3-4 cloves of minced garlic
1 egg yolk
Salt and Pepper to taste
1 heaping tablespoon of dijon mustard
1/2 cup (or so depending on amount you want) vegetable oil
Splash of red wine vinegar
Juice of 1 lemon (less if you want less citrus)
1/4 cup of grated fresh parmigiano
Homemade croutons done on the stove top with butter
Farmers market bacon crumbled
Extra parmigiano for the top
Add garlic, egg yolk and salt and pepper to wooden bowl. Whisk, then add dijon. Add oil slowly, while whisking to avoid separation. Add vinegar, lemon and parmigiano and whisk. Toss salad with rest of ingredients.

Kate MacRae’s Burger Beef Stew

1 pound ground beef (can substitute soya replacement, is apparently even more delicious!)
¼ minced onion
2 cloves garlic, minced
3 cups tomato juice
1 cup water
2 cans cream of celery soup (Campbell’s is best)
¼ tsp black pepper
¼ tsp marjoram
1 bay leaf
1 tsp cane sugar
2 cups carrots, shredded

In a large Dutch oven, brown meat and onion, then add rest of the ingredients and stir well. Simmer until it all comes together and thickens and make sure to serve it the next day, as it needs to find its legs.

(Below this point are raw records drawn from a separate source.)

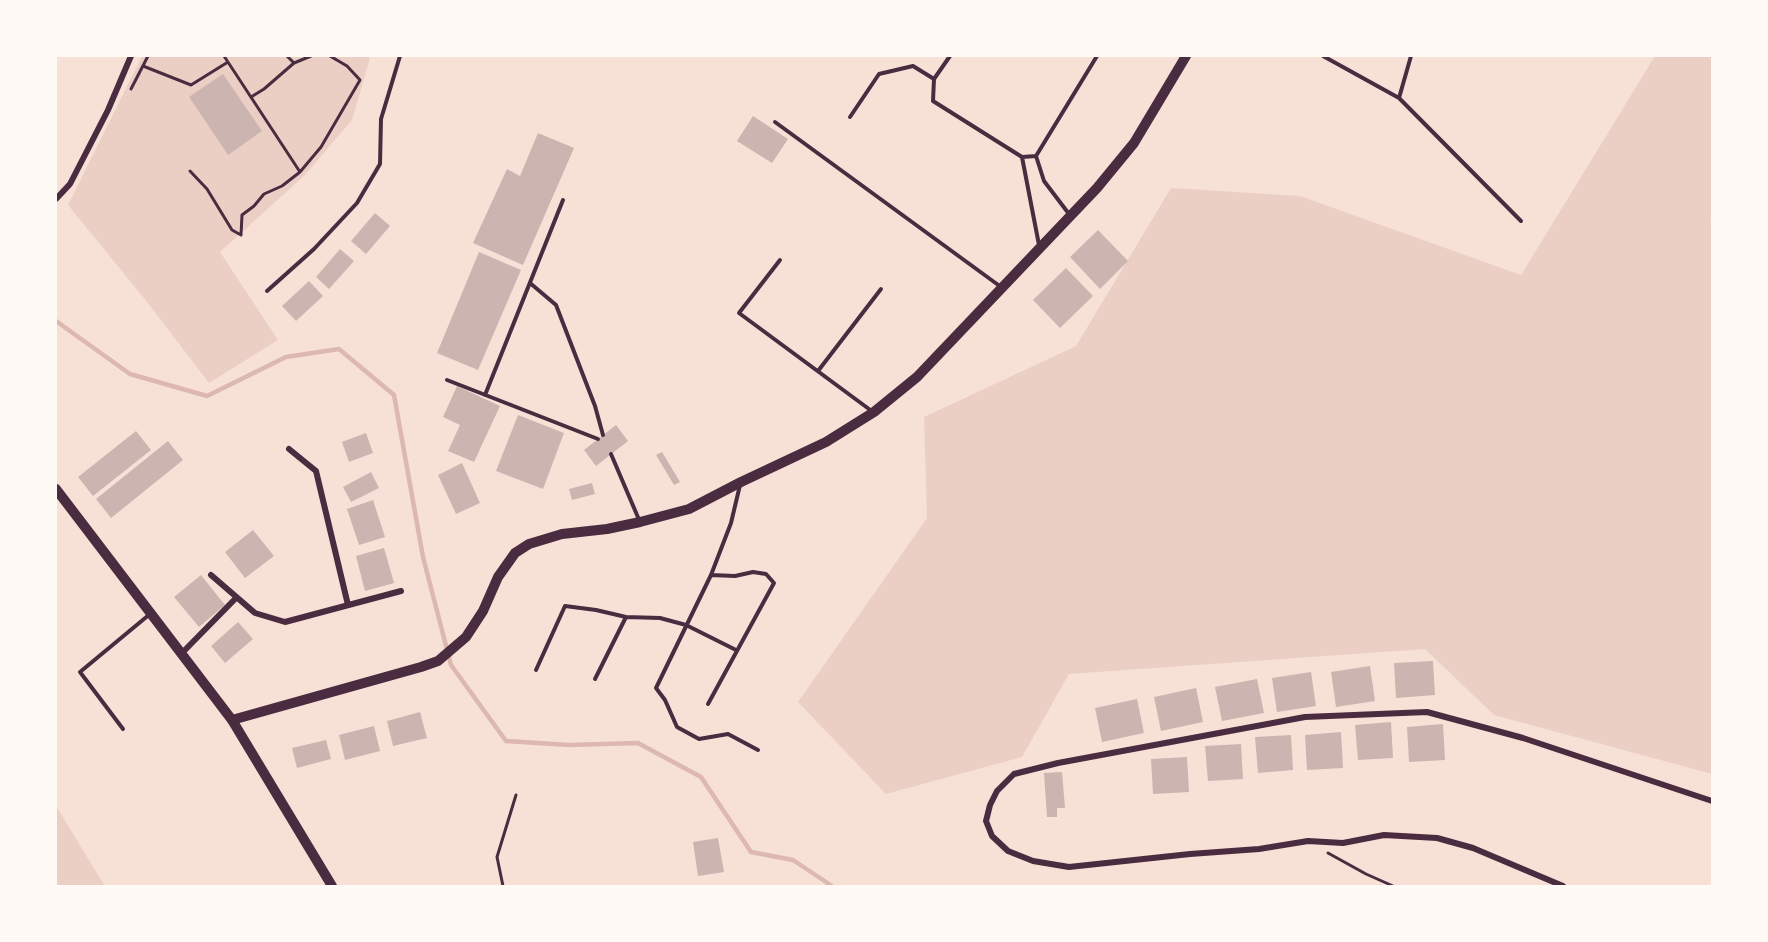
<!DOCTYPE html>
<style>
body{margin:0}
#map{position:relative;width:1768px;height:942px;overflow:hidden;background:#f7e1d7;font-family:"Source Sans 3",sans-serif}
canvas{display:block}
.frame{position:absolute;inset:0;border:57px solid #fffaf5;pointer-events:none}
</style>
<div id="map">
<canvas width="1768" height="942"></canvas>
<div class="frame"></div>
</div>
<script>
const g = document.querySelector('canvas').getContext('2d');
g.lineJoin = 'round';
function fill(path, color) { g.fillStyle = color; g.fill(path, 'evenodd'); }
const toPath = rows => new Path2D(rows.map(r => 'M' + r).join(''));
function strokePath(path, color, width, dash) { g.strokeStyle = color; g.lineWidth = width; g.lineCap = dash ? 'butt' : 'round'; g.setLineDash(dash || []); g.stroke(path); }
const green = toPath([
 [142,56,368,56,370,58,352,120,305,175,220,252,278,340,209,383,147,302,68,205],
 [1655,56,1712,56,1712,215,1710,218,1712,220,1712,774,1494,715,1425,649,1069,674,1022,757,886,794,798,702,927,518,924,417,1076,346,1171,188,1300,196,1521,275],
 [56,806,105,886,56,886]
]);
const stream = toPath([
 [56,321,130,374,207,396,286,357,339,349,394,395,423,557,451,665,506,741,569,745,638,743,701,777,751,852,793,860,832,886]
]);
const building = toPath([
 [223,74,262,131,228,155,189,97],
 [753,116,788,139,772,163,737,141],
 [538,133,574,148,523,265,473,243,507,169,520,176],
 [375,213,390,226,366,254,351,241],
 [1098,230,1128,261,1100,289,1070,257],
 [340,249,354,261,329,289,316,277],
 [479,252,521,270,478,370,437,353],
 [1066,268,1093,296,1060,328,1033,300],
 [309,281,323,296,296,321,282,306],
 [457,386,500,406,474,462,448,451,460,425,443,417],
 [518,415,564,433,543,489,496,471],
 [616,425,628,441,596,466,584,450],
 [136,431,151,450,93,496,78,477],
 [366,433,373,453,349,462,342,442],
 [168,441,183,460,111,518,96,499],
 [662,452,680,482,674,485,656,455],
 [462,463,480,503,456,514,438,475],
 [371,472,379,488,351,502,343,487],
 [592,483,595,494,572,500,569,489],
 [373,500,385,537,359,545,347,509],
 [253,530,274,556,245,578,225,552],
 [384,548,394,583,365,591,356,556],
 [201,575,225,605,199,627,174,597],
 [238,622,253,639,225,663,211,646],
 [1433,661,1435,695,1396,698,1394,663],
 [1370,666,1375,701,1336,707,1331,672],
 [1311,672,1316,706,1277,712,1272,678],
 [1257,679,1264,713,1222,721,1215,687],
 [1196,688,1203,722,1161,731,1154,697],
 [1137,699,1144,733,1102,742,1095,708],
 [420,712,427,738,393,746,387,721],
 [1391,722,1393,758,1358,760,1355,725],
 [1443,724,1445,760,1409,762,1407,727],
 [374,726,380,751,345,760,339,735],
 [1341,732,1343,768,1307,770,1305,735],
 [1291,735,1293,770,1258,773,1255,737],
 [326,740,331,759,297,768,292,748],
 [1241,744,1243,779,1208,781,1205,746],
 [1187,757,1189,792,1153,794,1151,759],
 [1062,772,1065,808,1057,808,1057,817,1047,817,1044,773],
 [718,838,724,872,698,876,693,842]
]);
const path = toPath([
 [224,56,300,172],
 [287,56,294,63,311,56],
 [143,66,191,85,228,62],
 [131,89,148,56],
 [251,97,264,89,294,63],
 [190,171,207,189,232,230,241,235,242,215,254,206,264,194,282,186,300,172,321,147,360,80,347,66,330,56],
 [1328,853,1366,874,1393,886],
 [503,886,497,857,516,795]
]);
const service = toPath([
 [950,56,934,79,933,101,1022,157,1036,156],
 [1323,56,1399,98,1521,221],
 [1399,98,1411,56],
 [850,117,879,74,913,66,934,79],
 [775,122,1001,287],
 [1022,157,1039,245],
 [1069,214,1044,181,1036,156,1097,56],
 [780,260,739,313,873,412],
 [530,283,556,305,595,406,603,435],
 [267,291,314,249,357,203,380,164,381,119,400,56],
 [818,371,881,289],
 [447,380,598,439],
 [485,395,563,200],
 [611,454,640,522],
 [740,485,731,523,711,575,656,688,665,700,677,727,699,739,728,734,758,750],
 [536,670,565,606,596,610,626,617,660,618,686,625,736,650],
 [595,679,626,617],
 [708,704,774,583,766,574,753,572,735,576,711,575],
 [123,729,80,672,150,614]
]);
const minor = toPath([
 [56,199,70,184,108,110,131,56],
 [289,449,316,471,348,605],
 [211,575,255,613,285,622,401,591],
 [182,653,236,598],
 [1563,886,1473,848,1437,838,1384,835,1343,843,1308,841,1259,849,1190,854,1069,867,1033,861,1008,851,992,836,986,821,990,805,997,791,1014,774,1058,763,1305,717,1427,712,1523,738,1712,801]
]);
const tertiary = toPath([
 [232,720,421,667,438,661,466,637,483,611,498,577,515,553,529,544,562,534,607,529,640,522,689,509,741,482,826,442,874,412,917,377,1097,188,1134,143,1186,56]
]);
const secondary = toPath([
 [56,489,232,720,332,886]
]);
fill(green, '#ebcfc5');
strokePath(stream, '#dcb8b0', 4.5);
fill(building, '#ccb4b1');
strokePath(path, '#4a2c40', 3);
strokePath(service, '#4a2c40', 4);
strokePath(minor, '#4a2c40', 6);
strokePath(tertiary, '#4a2c40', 10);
strokePath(secondary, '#4a2c40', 10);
</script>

Mrs. Long’s Apple Pandowdy

Combine 1 cup of sugar, 1 tsp of cinnamon, and 1 tbsp. of butter (cut into small pieces) with 4-6 apples or 4 cups of finely chopped apples. For the topping whisk 1 large egg in a cup or bowl. Add 2 tbsp. of melted butter to the eggs. In a mixing bowl, combine ½ cup of flour with ½ cup of sugar, ¼ tsp. of baking soda, ¾ tsp. cream of tartar. Blend the two parts together. Spoon this mixture over apples. Bake in a hot oven. Serve with whipped cream.

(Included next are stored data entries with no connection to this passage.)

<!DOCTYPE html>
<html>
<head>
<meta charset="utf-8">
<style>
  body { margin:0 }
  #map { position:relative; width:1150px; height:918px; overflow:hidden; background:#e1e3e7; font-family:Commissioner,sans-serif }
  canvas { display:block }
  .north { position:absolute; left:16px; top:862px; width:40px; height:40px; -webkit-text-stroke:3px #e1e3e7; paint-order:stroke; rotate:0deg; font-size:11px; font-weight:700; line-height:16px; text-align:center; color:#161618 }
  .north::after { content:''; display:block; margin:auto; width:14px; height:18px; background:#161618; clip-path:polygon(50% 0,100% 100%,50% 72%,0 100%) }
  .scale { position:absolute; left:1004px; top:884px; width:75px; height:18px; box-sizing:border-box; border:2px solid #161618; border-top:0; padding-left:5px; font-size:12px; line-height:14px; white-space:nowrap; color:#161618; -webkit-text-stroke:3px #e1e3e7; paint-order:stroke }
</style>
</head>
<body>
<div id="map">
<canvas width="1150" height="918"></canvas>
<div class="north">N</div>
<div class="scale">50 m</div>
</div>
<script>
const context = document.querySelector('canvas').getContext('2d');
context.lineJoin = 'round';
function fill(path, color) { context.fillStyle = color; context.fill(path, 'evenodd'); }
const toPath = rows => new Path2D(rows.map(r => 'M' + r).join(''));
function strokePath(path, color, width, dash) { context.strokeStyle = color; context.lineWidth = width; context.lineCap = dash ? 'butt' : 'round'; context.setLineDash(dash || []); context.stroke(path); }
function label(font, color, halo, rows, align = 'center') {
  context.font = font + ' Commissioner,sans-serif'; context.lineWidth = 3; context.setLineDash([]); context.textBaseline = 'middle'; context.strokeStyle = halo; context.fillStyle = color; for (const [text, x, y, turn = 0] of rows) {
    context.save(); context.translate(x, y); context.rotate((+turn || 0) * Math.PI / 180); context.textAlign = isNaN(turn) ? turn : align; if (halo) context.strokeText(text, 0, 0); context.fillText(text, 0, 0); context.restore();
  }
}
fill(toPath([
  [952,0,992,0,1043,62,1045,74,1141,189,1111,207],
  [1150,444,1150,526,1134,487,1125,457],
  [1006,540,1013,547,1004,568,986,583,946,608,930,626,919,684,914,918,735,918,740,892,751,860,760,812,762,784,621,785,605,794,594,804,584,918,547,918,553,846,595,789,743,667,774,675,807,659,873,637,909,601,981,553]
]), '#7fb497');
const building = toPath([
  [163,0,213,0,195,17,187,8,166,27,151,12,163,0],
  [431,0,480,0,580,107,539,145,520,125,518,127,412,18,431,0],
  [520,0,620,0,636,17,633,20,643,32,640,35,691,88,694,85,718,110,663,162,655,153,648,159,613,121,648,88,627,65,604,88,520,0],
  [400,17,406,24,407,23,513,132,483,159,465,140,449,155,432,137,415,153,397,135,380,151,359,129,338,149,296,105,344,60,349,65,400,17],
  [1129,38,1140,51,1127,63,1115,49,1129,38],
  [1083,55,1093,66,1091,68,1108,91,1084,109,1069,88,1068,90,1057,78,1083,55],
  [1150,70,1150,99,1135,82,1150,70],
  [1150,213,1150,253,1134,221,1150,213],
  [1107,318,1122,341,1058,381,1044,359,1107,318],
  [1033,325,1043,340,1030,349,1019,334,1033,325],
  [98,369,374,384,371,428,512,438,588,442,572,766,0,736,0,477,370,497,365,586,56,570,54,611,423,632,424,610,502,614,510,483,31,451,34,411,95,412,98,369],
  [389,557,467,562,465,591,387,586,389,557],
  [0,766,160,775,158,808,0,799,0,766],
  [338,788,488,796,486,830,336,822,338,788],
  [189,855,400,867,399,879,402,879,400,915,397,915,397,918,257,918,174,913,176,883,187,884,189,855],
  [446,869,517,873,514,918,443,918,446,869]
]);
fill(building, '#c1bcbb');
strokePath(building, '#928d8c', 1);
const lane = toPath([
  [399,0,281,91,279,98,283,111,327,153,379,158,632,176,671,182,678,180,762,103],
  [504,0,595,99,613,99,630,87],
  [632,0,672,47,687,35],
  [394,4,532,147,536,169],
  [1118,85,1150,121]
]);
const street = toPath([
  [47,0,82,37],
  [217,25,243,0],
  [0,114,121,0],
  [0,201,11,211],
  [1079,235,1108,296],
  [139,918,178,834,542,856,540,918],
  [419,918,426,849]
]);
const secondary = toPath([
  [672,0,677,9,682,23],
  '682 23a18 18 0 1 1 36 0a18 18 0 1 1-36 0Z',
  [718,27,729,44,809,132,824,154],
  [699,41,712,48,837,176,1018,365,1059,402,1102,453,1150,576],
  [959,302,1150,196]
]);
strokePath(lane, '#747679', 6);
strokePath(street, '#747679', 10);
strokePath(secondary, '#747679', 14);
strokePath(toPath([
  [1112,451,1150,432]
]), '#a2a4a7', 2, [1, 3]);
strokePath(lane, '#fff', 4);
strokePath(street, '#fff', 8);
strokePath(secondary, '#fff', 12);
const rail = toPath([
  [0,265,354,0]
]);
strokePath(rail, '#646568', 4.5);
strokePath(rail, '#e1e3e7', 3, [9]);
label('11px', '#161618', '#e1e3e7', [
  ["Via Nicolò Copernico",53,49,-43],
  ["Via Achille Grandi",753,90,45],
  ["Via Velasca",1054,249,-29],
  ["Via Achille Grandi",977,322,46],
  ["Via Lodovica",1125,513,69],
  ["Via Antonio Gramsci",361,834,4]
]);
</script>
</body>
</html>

The Moores’ Raspberry Vinegar Shrub

Fill a glass bowl with raspberries (any amount) and pour just enough vinegar over the berries to completely cover them.  Cover the bowl and let stand for several days, say up to a week.  Strain the berries through the cheesecloth — don’t mash! — saving the juice in a sauce pan.  Measure the juice and add an equal amount of sugar.  Bring to a boil and simmer for 20 minutes.  Cool slightly and bottle.  Store in a cool dark place (like a damp old cellar with a dirt floor).

To serve, dilute with cold water before drinking, 3 or 4 parts water to one part raspberry vinegar, depending on your individual taste.

Note from Donald: My parents were very frugal and served it up to us kids as weak as they could get away with, but as an adult I learned that it was even tastier when mixed somewhat stronger!  No longer constrained by teetotaling parents, I also enjoy mixing it with vodka and club soda, but it’s pretty darn good with just plain cold water and a couple of ice cubes.

And the final recipe was, in fact, our first! Grand-maman Roy’s Molasses Cookies proved a high bar, and they’re still a favourite in our house.